In his first season with the team, Martens took top-ten overall finishes at the Ster Elektrotoer (sixth), the Regio-Tour (sixth) and the Sachsen Tour (eighth), and he finished in tenth at the Coppa Sabatini one-day race. The following year, he finished on the podium at the GP Ouest-France – held as part of the UCI ProTour – where he finished third behind Simon Gerrans and Pierrick Fédrigo. He also recorded top-ten results at the Eschborn–Frankfurt City Loop (fifth), the Giro del Piemonte (sixth), and a repeat of his eighth-place overall finish from the previous year, at the Sachsen Tour.

====2010s====
He recorded his first victory with in 2010, winning the Grand Prix de Wallonie, ahead of Riccardo Riccò and Cadel Evans. He also recorded fourth-place finishes at Brabantse Pijl, Paris–Brussels and the Gran Premio Bruno Beghelli, while also finishing in the top-ten placings at the Grote Prijs Jef Scherens (sixth), and the E3 Prijs Vlaanderen (eighth). In 2011, Martens recorded tenth-place finishes in two of the Ardennes classics – at the Amstel Gold Race and La Flèche Wallonne. At the 2012 Vuelta a Burgos, Martens took a stage victory on the penultimate day of the race, winning on an uphill finish at Clunia.

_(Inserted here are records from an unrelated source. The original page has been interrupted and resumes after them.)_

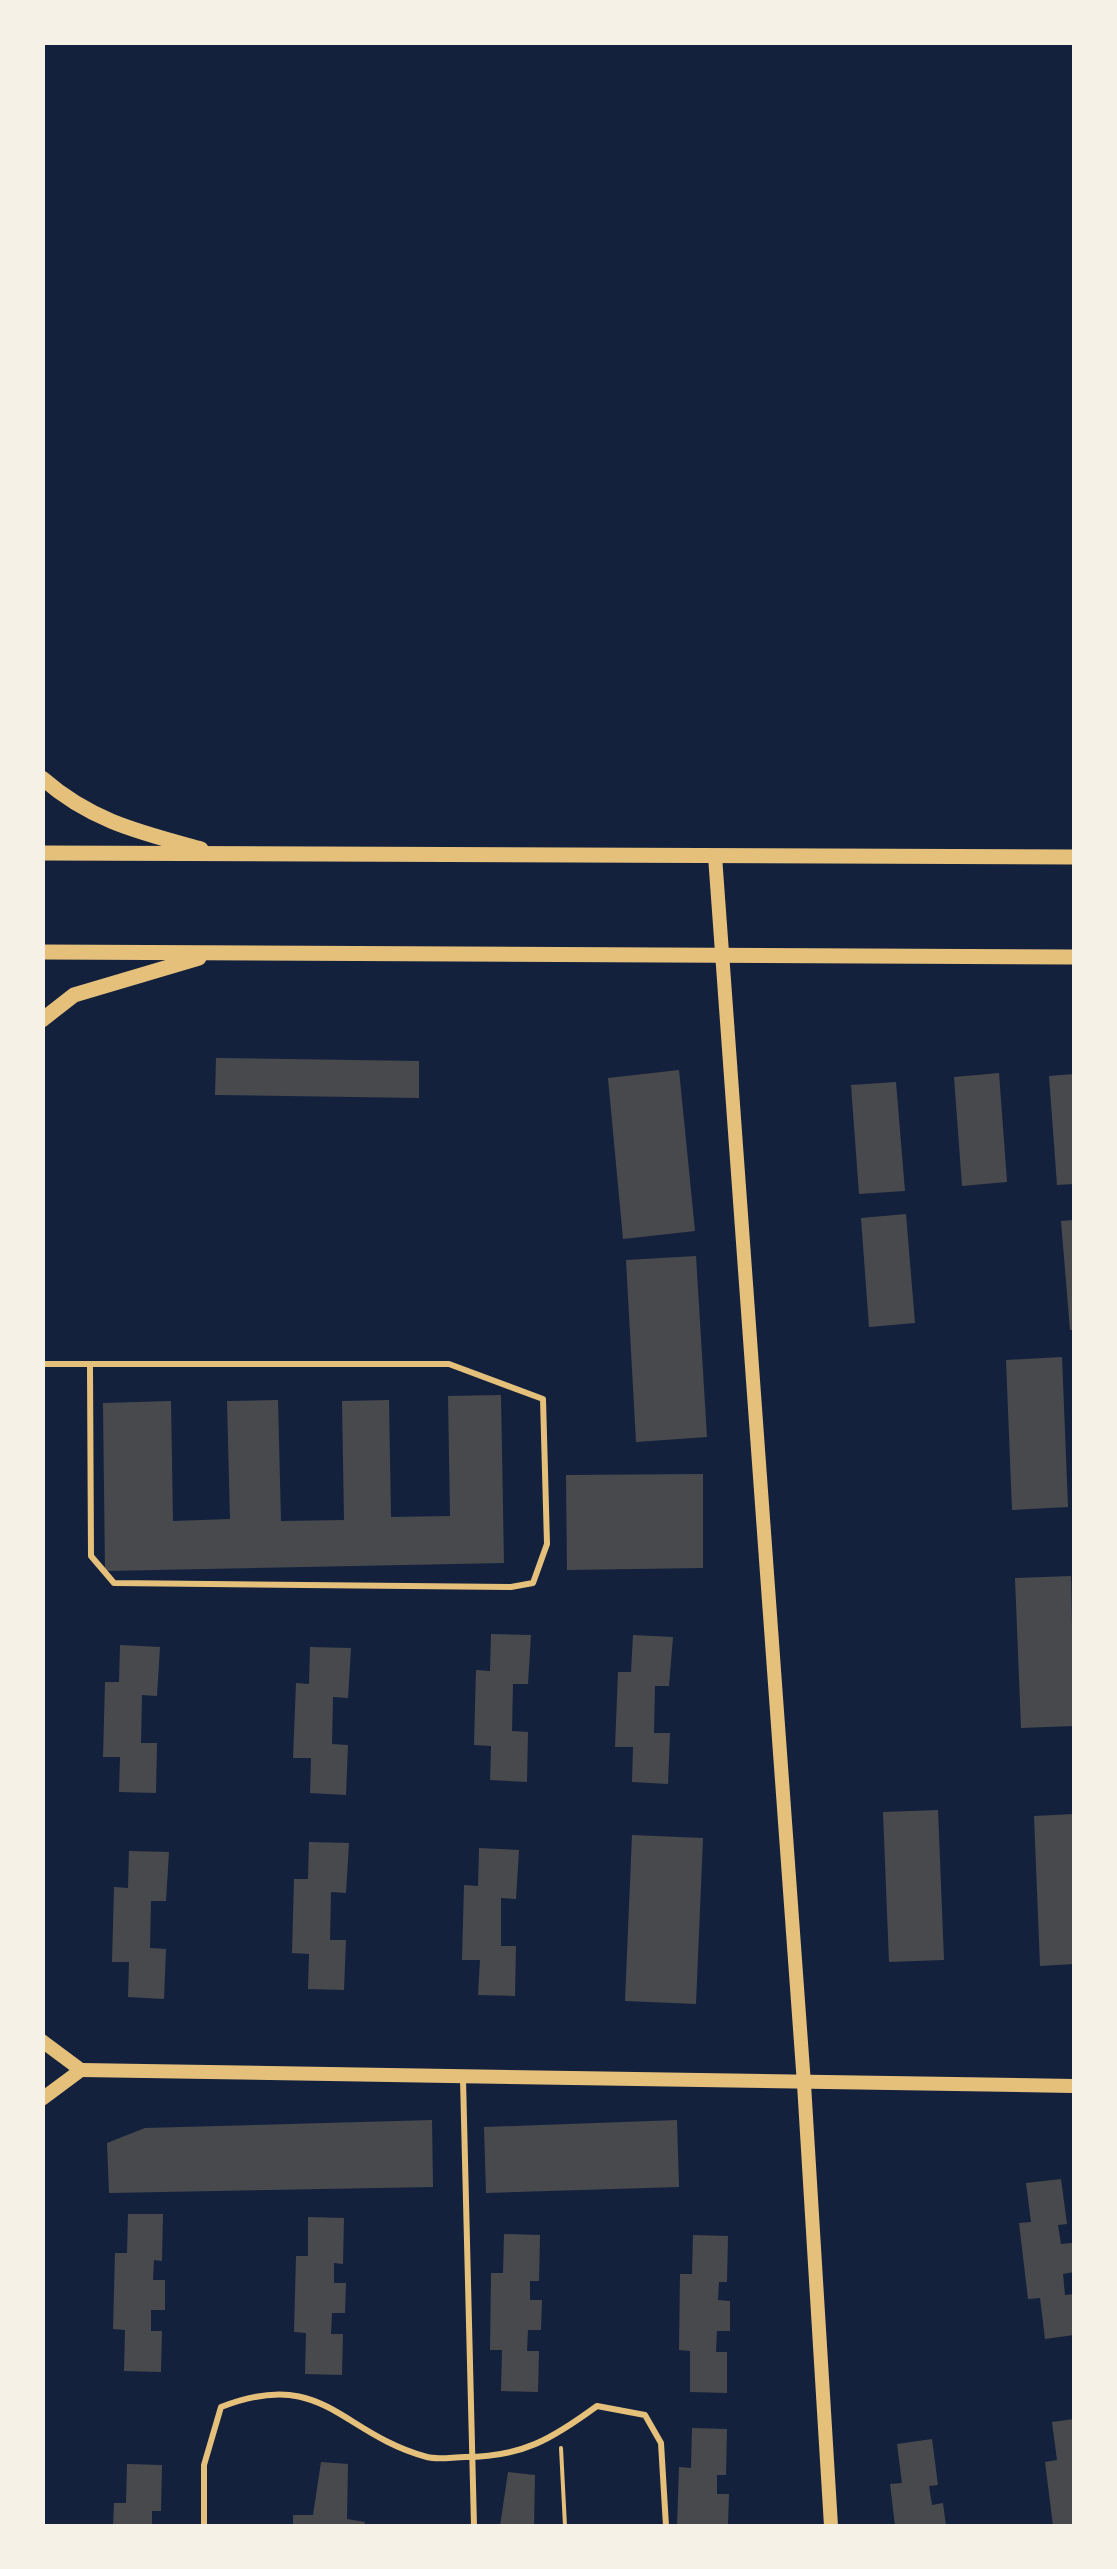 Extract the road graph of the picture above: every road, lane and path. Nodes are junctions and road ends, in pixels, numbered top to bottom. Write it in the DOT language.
graph roads {
  1 [pos="42,778"];
  2 [pos="42,854"];
  3 [pos="219,854"];
  4 [pos="715,856"];
  5 [pos="1074,856"];
  6 [pos="42,952"];
  7 [pos="219,952"];
  8 [pos="720,955"];
  9 [pos="1074,957"];
  10 [pos="42,1020"];
  11 [pos="42,1364"];
  12 [pos="90,1368"];
  13 [pos="42,2041"];
  14 [pos="81,2070"];
  15 [pos="464,2078"];
  16 [pos="804,2084"];
  17 [pos="1074,2086"];
  18 [pos="42,2099"];
  19 [pos="561,2433"];
  20 [pos="475,2457"];
  21 [pos="204,2526"];
  22 [pos="474,2526"];
  23 [pos="565,2526"];
  24 [pos="666,2526"];
  25 [pos="830,2526"];
  1 -- 3 [label="main road"];
  2 -- 3 [label="main road"];
  3 -- 4 [label="main road"];
  4 -- 5 [label="main road"];
  4 -- 8 [label="street"];
  6 -- 7 [label="main road"];
  7 -- 8 [label="main road"];
  7 -- 10 [label="main road"];
  8 -- 9 [label="main road"];
  8 -- 16 [label="street"];
  11 -- 12 [label="lane"];
  12 -- 12 [label="lane"];
  13 -- 14 [label="street"];
  14 -- 15 [label="street"];
  14 -- 18 [label="street"];
  15 -- 16 [label="street"];
  15 -- 20 [label="lane"];
  16 -- 17 [label="street"];
  16 -- 25 [label="street"];
  19 -- 20 [label="lane"];
  19 -- 23 [label="path"];
  19 -- 24 [label="lane"];
  20 -- 21 [label="lane"];
  20 -- 22 [label="lane"];
}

On his first race day of the 2013 season, Martens won the opening stage of the Volta ao Algarve into Albufeira; he and Tiago Machado had gone clear of the field within the closing stages, and they managed to remain clear while teammate Theo Bos led home the peloton in third place, a few metres behind. Later in the spring, he finished third in the Volta Limburg Classic in a sprint finish of a select group of riders. In June, Martens took his first overall stage race success, by winning the general classification at the Tour de Luxembourg; he was third overall heading into final stage, but was able to overhaul Jonathan Hivert and Matthias Brändle on the hilly finishing circuit in Luxembourg City, and took the overall victory by four seconds ahead of Hivert. He later took top-ten overall finishes at the Tour de Wallonie (ninth) and the Arctic Race of Norway (fifth).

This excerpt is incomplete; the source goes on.